A Multicenter Randomized Double-blinded Controlled Phase 2 Study Evaluating the Efficacy of Valganciclovir As Add-on Therapy in Glioblastoma Patients
This study is a multicenter randomized double-blinded controlled phase 2 study evaluating the efficacy and safety of the anti-CMV drug valganciclovir vs placebo as add-on therapy in patients with glioblastoma. Valganciclovir is approved for treatment of cytomegalovirus (CMV) infections, but may also have anti-tumoral effects. Current evidence imply that most glioblastomas are CMV positive and that the virus can affect tumor aggressiveness.

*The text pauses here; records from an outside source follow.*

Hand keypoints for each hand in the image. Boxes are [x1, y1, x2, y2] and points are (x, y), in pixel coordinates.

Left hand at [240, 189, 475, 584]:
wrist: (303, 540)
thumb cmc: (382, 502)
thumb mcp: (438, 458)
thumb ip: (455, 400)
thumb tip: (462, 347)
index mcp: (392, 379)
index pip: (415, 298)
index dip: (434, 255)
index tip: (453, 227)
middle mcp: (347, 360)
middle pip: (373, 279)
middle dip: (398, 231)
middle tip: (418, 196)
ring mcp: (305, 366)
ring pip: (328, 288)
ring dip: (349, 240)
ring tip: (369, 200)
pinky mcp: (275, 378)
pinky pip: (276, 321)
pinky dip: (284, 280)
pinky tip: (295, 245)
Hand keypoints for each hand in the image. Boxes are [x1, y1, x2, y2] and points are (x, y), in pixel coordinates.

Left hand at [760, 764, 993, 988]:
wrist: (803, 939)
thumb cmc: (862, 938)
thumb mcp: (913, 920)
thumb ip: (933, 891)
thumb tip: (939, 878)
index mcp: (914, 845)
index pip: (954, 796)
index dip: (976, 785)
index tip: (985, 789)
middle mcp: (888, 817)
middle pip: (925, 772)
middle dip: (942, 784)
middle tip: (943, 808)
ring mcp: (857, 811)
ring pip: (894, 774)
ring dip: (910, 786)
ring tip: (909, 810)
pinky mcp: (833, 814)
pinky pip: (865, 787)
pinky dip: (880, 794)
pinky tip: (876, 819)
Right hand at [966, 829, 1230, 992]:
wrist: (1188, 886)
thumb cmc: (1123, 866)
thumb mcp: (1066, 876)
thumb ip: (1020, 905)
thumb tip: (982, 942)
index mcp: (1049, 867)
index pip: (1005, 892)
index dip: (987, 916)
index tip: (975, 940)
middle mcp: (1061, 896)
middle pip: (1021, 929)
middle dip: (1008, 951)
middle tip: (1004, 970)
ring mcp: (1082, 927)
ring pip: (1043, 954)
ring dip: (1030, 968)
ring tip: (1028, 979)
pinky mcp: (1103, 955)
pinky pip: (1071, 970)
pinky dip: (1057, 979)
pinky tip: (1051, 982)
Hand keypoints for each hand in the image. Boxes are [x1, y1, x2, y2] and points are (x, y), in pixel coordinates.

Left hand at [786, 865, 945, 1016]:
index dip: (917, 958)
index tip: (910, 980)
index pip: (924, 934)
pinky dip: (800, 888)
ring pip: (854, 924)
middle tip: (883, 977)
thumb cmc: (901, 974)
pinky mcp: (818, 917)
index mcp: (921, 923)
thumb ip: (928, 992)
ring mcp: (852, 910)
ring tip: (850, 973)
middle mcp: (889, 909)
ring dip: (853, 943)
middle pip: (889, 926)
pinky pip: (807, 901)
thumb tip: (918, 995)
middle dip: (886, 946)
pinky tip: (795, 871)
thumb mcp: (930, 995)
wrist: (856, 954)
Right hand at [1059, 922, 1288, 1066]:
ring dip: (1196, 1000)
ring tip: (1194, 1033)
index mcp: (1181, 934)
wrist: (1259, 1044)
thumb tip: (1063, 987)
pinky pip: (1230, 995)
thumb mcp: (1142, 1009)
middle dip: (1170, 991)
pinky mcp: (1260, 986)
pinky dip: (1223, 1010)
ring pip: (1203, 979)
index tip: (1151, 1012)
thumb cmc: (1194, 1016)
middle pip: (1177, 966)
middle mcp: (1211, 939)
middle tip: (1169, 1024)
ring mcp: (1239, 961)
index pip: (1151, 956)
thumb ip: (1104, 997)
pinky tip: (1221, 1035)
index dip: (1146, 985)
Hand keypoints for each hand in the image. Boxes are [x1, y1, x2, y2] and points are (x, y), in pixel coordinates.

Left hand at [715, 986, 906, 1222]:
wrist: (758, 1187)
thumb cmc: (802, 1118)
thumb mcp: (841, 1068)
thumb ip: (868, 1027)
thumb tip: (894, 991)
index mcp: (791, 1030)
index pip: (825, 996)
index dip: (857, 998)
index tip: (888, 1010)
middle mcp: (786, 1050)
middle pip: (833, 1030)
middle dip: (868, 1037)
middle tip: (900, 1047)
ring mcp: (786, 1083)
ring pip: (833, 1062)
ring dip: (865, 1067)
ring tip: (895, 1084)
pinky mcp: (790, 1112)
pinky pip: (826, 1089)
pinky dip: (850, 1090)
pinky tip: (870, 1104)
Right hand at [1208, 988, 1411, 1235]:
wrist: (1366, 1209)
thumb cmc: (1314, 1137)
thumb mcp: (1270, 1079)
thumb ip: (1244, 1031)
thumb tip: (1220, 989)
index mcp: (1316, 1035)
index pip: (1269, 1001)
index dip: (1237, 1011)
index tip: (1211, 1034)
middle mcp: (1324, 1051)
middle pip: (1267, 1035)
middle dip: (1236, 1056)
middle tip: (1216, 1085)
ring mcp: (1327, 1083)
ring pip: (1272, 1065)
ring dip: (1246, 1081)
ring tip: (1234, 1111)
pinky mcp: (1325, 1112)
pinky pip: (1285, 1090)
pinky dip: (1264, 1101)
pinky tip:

• Patients aged 18 years or older
• Patients with newly diagnosed glioblastoma, IDH 1 wt, WHO grade IV
• Radical resection
• Concomitant treatment with temozolomide and radiation therapy
• MGMT promoter methylation status
• Patients with at least KPS 70 , ECOG/WHO 2
• Patients providing written informed consent
• Patients cooperative and able to complete all the assessment procedures.
• Females of child-bearing age must have a negative pregnancy test at screening (all premenopausal women, or in case when menstrual status can not be ascertained in women under the age of 55). Female patient must agree to utilize a highly efficient birth control method throughout the study period (Pearl index \<1, e.g: oral contraception with gestagens, transdermal contraceptives, implants, injectables, intrauterine devices, bilateral tubal occlusion, sexual abstinence or vasectomised partner). The birth control method must be used at least 30 days after treatment end. Pregnancy testing should be performed at monthly intervals due to high teratogenic potential of valganciclovir. Men are recommended to use condoms with female partners during, and for at least 90 days following treatment with Valganciclovir.